The Vibe was in the shop getting some small repairs after our long trip, so we decided we’d tent camp and go light for the weekend. We left the city under a mantle of smothering morning fog, headed south and east through the Muckleshoot Reservation (with a brief stop for fireworks) and into the densely forested foothills past Enumclaw, the names of the towns through which we passed rolling off our tongues like poetry. Where we come from, cities and towns and forests and lakes are named after stodgy, long-dead Englishmen or even after other cities and towns and forests and lakes named after stodgy, long-dead Englishmen. The First Nation names of many Washington towns take on an exotic air, stirring in us a mystical excitement, swirling around us like the mist through the stately firs lining the road. According to the map, we were close to “The Mountain,” as Seattleites lovingly refer to Rainier, but the fog had lingered and her broad, glaciated flanks were hidden from view. The road into the National Park meandered south for a few miles before we banked left over a short bridge and began climbing in elevation along the White River, a line of milky glacial runoff bisecting a massive, boulder- and tree-strewn gorge, the aftermath of the torrent unleashed during spring rainstorms. Several miles later and a few thousand feet higher in elevation, we arrived at White River Campground where we picked a site a few yards from the edge of the steep river embankment and set up for a relaxing afternoon of fireside reading and lazy summer naps in the quiet shade of ubiquitous Douglas Firs. As the afternoon wore on and we began to prepare for dinner, the sun finally burned through the fog, revealing The Mountain in all it’s glory, looming above valley cut by the river, draped in brilliant ice, crisscrossed by electric blue crevasses like scars, a rooster-tail of snow streaming from the summit in the southerly wind. We snapped a few photos as the sun set and retired to our fire.

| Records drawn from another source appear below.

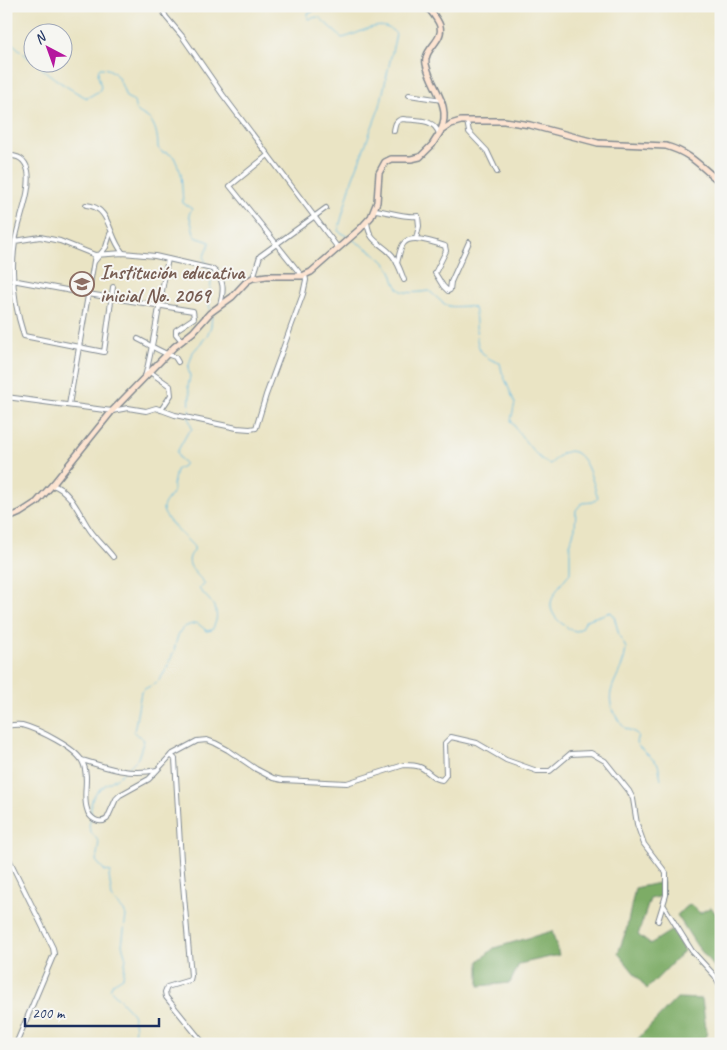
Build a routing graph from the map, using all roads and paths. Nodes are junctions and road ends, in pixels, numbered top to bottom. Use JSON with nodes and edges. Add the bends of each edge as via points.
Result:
{"nodes":[{"id":1,"x":161,"y":6,"type":"edge"},
{"id":2,"x":427,"y":6,"type":"edge"},
{"id":3,"x":409,"y":96,"type":"dead end"},
{"id":4,"x":442,"y":100,"type":"junction"},
{"id":5,"x":467,"y":121,"type":"junction"},
{"id":6,"x":394,"y":131,"type":"dead end"},
{"id":7,"x":440,"y":132,"type":"junction"},
{"id":8,"x":6,"y":154,"type":"edge"},
{"id":9,"x":268,"y":155,"type":"junction"},
{"id":10,"x":497,"y":172,"type":"dead end"},
{"id":11,"x":721,"y":183,"type":"edge"},
{"id":12,"x":86,"y":204,"type":"dead end"},
{"id":13,"x":326,"y":208,"type":"dead end"},
{"id":14,"x":374,"y":210,"type":"junction"},
{"id":15,"x":314,"y":217,"type":"junction"},
{"id":16,"x":367,"y":222,"type":"junction"},
{"id":17,"x":110,"y":232,"type":"junction"},
{"id":18,"x":416,"y":239,"type":"junction"},
{"id":19,"x":15,"y":241,"type":"junction"},
{"id":20,"x":469,"y":242,"type":"dead end"},
{"id":21,"x":275,"y":244,"type":"junction"},
{"id":22,"x":338,"y":248,"type":"junction"},
{"id":23,"x":123,"y":253,"type":"junction"},
{"id":24,"x":98,"y":255,"type":"junction"},
{"id":25,"x":168,"y":259,"type":"junction"},
{"id":26,"x":397,"y":262,"type":"junction"},
{"id":27,"x":303,"y":276,"type":"junction"},
{"id":28,"x":254,"y":278,"type":"junction"},
{"id":29,"x":12,"y":280,"type":"junction"},
{"id":30,"x":404,"y":280,"type":"dead end"},
{"id":31,"x":113,"y":287,"type":"dead end"},
{"id":32,"x":88,"y":294,"type":"junction"},
{"id":33,"x":111,"y":298,"type":"junction"},
{"id":34,"x":159,"y":305,"type":"junction"},
{"id":35,"x":220,"y":306,"type":"junction"},
{"id":36,"x":138,"y":339,"type":"dead end"},
{"id":37,"x":182,"y":340,"type":"junction"},
{"id":38,"x":153,"y":346,"type":"junction"},
{"id":39,"x":79,"y":348,"type":"junction"},
{"id":40,"x":167,"y":355,"type":"junction"},
{"id":41,"x":178,"y":362,"type":"dead end"},
{"id":42,"x":150,"y":372,"type":"junction"},
{"id":43,"x":145,"y":377,"type":"junction"},
{"id":44,"x":6,"y":397,"type":"edge"},
{"id":45,"x":69,"y":405,"type":"junction"},
{"id":46,"x":161,"y":410,"type":"junction"},
{"id":47,"x":112,"y":411,"type":"junction"},
{"id":48,"x":52,"y":485,"type":"junction"},
{"id":49,"x":6,"y":519,"type":"edge"},
{"id":50,"x":114,"y":557,"type":"dead end"},
{"id":51,"x":6,"y":726,"type":"edge"},
{"id":52,"x":171,"y":754,"type":"junction"},
{"id":53,"x":82,"y":760,"type":"junction"},
{"id":54,"x":157,"y":770,"type":"junction"},
{"id":55,"x":6,"y":853,"type":"edge"},
{"id":56,"x":664,"y":906,"type":"junction"},
{"id":57,"x":658,"y":922,"type":"dead end"},
{"id":58,"x":721,"y":987,"type":"edge"},
{"id":59,"x":16,"y":1044,"type":"edge"},
{"id":60,"x":204,"y":1044,"type":"edge"}],
"edges":[{"from":1,"to":9,"type":"street"},
{"from":2,"to":4,"type":"street","via":[[440,30],[427,53],[426,62]]},
{"from":3,"to":4,"type":"street"},
{"from":4,"to":7,"type":"street","via":[[445,116]]},
{"from":5,"to":7,"type":"street","via":[[451,124]]},
{"from":5,"to":10,"type":"street","via":[[469,132],[487,151]]},
{"from":5,"to":11,"type":"street","via":[[530,125],[608,145],[675,148],[692,157]]},
{"from":6,"to":7,"type":"street","via":[[396,123],[403,119],[431,122]]},
{"from":7,"to":14,"type":"street","via":[[420,157],[391,159],[384,164],[379,173]]},
{"from":8,"to":19,"type":"street","via":[[24,160],[28,172]]},
{"from":9,"to":15,"type":"street"},
{"from":9,"to":21,"type":"street","via":[[230,186]]},
{"from":12,"to":17,"type":"street","via":[[98,208],[107,220]]},
{"from":13,"to":15,"type":"street"},
{"from":14,"to":16,"type":"street"},
{"from":14,"to":18,"type":"street","via":[[418,216]]},
{"from":15,"to":21,"type":"street"},
{"from":15,"to":22,"type":"street"},
{"from":16,"to":22,"type":"street"},
{"from":16,"to":26,"type":"street","via":[[373,240]]},
{"from":17,"to":23,"type":"street"},
{"from":17,"to":24,"type":"street","via":[[110,240]]},
{"from":18,"to":20,"type":"street","via":[[446,248],[435,273],[448,291]]},
{"from":18,"to":26,"type":"street","via":[[404,242]]},
{"from":19,"to":24,"type":"street","via":[[40,238],[60,241]]},
{"from":19,"to":29,"type":"street"},
{"from":21,"to":27,"type":"street"},
{"from":21,"to":28,"type":"street","via":[[260,256]]},
{"from":22,"to":27,"type":"street"},
{"from":23,"to":24,"type":"street"},
{"from":23,"to":25,"type":"street"},
{"from":24,"to":32,"type":"street"},
{"from":25,"to":34,"type":"street"},
{"from":25,"to":35,"type":"street","via":[[213,269],[222,282]]},
{"from":26,"to":30,"type":"street"},
{"from":27,"to":28,"type":"street"},
{"from":27,"to":46,"type":"street","via":[[306,280],[303,294],[256,428],[237,428]]},
{"from":28,"to":35,"type":"street"},
{"from":29,"to":32,"type":"street"},
{"from":29,"to":39,"type":"street","via":[[16,312],[24,336]]},
{"from":31,"to":33,"type":"street"},
{"from":32,"to":33,"type":"street"},
{"from":32,"to":39,"type":"street"},
{"from":33,"to":34,"type":"street"},
{"from":33,"to":39,"type":"street","via":[[104,352]]},
{"from":34,"to":37,"type":"street","via":[[195,313],[194,318],[176,330]]},
{"from":34,"to":38,"type":"street"},
{"from":35,"to":37,"type":"street"},
{"from":36,"to":38,"type":"street"},
{"from":37,"to":40,"type":"street"},
{"from":38,"to":40,"type":"street"},
{"from":38,"to":43,"type":"street"},
{"from":39,"to":45,"type":"street"},
{"from":40,"to":41,"type":"street","via":[[175,357]]},
{"from":40,"to":42,"type":"street"},
{"from":42,"to":43,"type":"street"},
{"from":42,"to":46,"type":"street","via":[[170,386],[171,395]]},
{"from":43,"to":47,"type":"street"},
{"from":44,"to":45,"type":"street"},
{"from":45,"to":47,"type":"street"},
{"from":46,"to":47,"type":"street","via":[[128,408]]},
{"from":47,"to":48,"type":"street"},
{"from":48,"to":49,"type":"street","via":[[31,507]]},
{"from":48,"to":50,"type":"street","via":[[61,489]]},
{"from":51,"to":53,"type":"street","via":[[28,727],[72,750]]},
{"from":52,"to":54,"type":"street"},
{"from":52,"to":56,"type":"street","via":[[197,741],[208,740],[273,778],[347,783],[404,765],[422,768],[442,780],[446,775],[445,742],[451,737],[477,743],[506,760],[537,771],[550,771],[570,754],[591,753],[616,773],[633,799],[644,844],[666,873]]},
{"from":52,"to":60,"type":"street","via":[[175,759],[191,976],[190,980],[167,987],[165,992]]},
{"from":53,"to":54,"type":"street","via":[[132,773]]},
{"from":53,"to":54,"type":"street","via":[[87,779],[87,809],[91,817],[99,821],[107,819],[120,795],[149,779]]},
{"from":55,"to":59,"type":"street","via":[[54,954]]},
{"from":56,"to":57,"type":"street"},
{"from":56,"to":58,"type":"street"}]}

As darkness fell, our neighbors, absent all day, returned to their campsite, speakers blaring reggaeton music, where they draped a Colombian flag over a clothesline and began hanging what appeared to be, for all intents and purposes, a portable LED disco ball beside it. The driver pumped up the tunes as the other three cracked cans of beer and twisted the tops off of plastic Smirnoff vodka bottles. We had no idea Mt. Rainier could be such a party! The disco ball swayed slightly in the breeze, changing colors every few seconds from magenta to blue to green to yellow, all the most synthetic of tones, bathing the Blue, Red and Golden glory of la Republica de Colombia in unnatural hues. A Park Ranger finally appeared to put a stop to the revelry, but not before a half dozen irate campers took turns storming into their site to demand peace and quiet, libertad y orden.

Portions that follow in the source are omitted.